You’re already familiar with growth mindsets and the importance of belief systems that reframe notions of intelligence and our responses to failures. But you may have struggled with how to convince your students that they are smart while encouraging them to persist in the face of setbacks. Mindsets are more than a poster on the wall. We can’t simply tell our students to “get grit.”
Flexible mindsets go beyond growth mindsets by leveraging both the self-awareness and strategies needed to actualize a growth mindset. A flexible mindset is the interaction between self-awareness, adaptive strategy use, and perseverance that empowers learners to evolve and become self-directed.
Essential Elements of a Flexible Mindset
There are three key components to the flexible mindsets approach that feed each other and propel students along the path of directing their own learning journey.
Metacognition: At the core of all deeper learning is our awareness of and ability to reflect upon our own thinking and learning, or metacognition. Self-directed learners are driven by metacognitive insights, those “uh-oh” moments when we notice that what we’re doing isn’t working and engage in deep self-reflection about our own learning.
Positive thinking: Upon this foundation we can build I can mindset messages that tell us we can always learn and get smarter and there is value in mistakes and not knowing. The flexible mindsets framework differs from growth mindsets by being explicit about fusing our encouragement to keep trying with direct instruction and feedback about adaptive strategy use.
Executive function strategies: In our model, executive function (EF) is a set of interrelated processes such as planning, working memory, self-monitoring, and thinking flexibly. We need EF processes to understand what we need to do, figure out how to get there, and make it happen. Simply put, it’s how we get stuff done.
This flexible mindset framework provides strategies you can use to give your students the tools they need to learn how to learn. Metacognitive insights and executive function strategies are the perfect partners to propel your students beyond growth mindsets.
5 Key Tools to Develop Flexible Mindsets
1. Build trusting relationships. We can begin by examining our own cultural attitudes, values, fears, and beliefs about children; how these affect our actions; and how our previous life experiences can influence current behaviors. Trust follows with the intentional use of language that tells students we are authentic, receptive, solution oriented, reliable, and committed to their needs. This lays the groundwork for co-learning and other key drivers of flexible mindsets.
2. Ground our learning in metacognition. This focuses attention on self-awareness, the perspectives of others, and what works when. Flexible mindsets extend beyond traditional measures of metacognition by building self-awareness around capacities such as curiosity, adaptability, critical thinking, complex problem-solving, and creativity.
3. Teach about the brain and mistakes. Children as young as 4 can begin to explore the brain and how we learn. Students at all levels can be taught to describe simple functions of the brain and identify their personal learning-related strengths and areas for improvement. Educators can be equipped with the science of learning: how stress can hijack the prefrontal cortex and what happens in the brain when we make mistakes.
This paves the way for us to normalize mistakes, teach students the value of not knowing, and model how to grapple with material to make it their own.

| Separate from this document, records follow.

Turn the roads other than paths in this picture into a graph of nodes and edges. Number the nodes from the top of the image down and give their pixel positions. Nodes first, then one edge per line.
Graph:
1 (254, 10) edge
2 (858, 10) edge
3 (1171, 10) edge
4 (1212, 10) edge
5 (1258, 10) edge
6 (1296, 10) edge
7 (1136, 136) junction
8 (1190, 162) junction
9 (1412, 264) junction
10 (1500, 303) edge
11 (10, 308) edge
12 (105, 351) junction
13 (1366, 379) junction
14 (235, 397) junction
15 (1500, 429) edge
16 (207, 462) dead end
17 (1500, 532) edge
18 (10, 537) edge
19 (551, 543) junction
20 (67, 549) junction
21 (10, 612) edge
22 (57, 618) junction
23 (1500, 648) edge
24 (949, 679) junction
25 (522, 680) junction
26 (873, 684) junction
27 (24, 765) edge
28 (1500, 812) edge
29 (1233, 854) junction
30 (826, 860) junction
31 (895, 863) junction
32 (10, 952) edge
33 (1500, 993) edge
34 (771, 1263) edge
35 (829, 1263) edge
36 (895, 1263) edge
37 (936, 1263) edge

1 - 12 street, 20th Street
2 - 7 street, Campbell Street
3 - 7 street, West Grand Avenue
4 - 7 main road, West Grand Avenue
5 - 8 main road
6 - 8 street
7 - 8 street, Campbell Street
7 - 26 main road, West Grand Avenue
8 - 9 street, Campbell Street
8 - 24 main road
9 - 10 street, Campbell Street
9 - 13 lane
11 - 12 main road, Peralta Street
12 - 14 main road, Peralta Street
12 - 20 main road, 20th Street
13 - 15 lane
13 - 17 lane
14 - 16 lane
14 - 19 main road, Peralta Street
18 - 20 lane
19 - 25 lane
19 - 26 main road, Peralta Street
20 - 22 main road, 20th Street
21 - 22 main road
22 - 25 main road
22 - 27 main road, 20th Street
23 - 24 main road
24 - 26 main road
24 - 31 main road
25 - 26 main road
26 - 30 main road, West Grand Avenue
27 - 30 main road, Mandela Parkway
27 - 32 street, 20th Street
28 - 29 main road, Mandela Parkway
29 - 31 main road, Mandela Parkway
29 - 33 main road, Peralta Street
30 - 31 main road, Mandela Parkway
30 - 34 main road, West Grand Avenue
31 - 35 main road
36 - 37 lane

4. Provide direct instruction in learning strategies. Flexible mindsets require students to use effective strategies that are based on current evidence about how the brain learns. These strategies need to be taught purposefully, directly, and frequently for students to experience the benefits of studying smarter and appreciate the value of focusing not only on the content of what they are learning but also on how they are learning. This helps students buy into the effort required to learn and apply new strategies.
Most students have never been taught how they learn, and the strategies they come up with on their own are often ineffective. The most straightforward way to teach students about strategies is by modeling, labeling, and sharing a variety of actual strategies being used in the classroom.
5. Give feedback based on strategy use. As opposed to effort only, strategy-based feedback is specific enough that it can be measured, worked on, and used to track progress. We define flexible mindset feedback as responses that are solution-oriented, empathetic, and targeted at specific strategies. This feedback encourages us to try a different approach to a problem. Feedback is powerful when learners reflect on questions such as What strategies did I try? What am I doing that is working and not working? How many attempts did I make?
Ultimately, if we believe in equity, solutions can be found in equipping all learners with the tools they need to respond resiliently and adaptively to uncertainty and adversity. It’s time to be intentional in preparing students to be curious, make mistakes, and take risks for learning.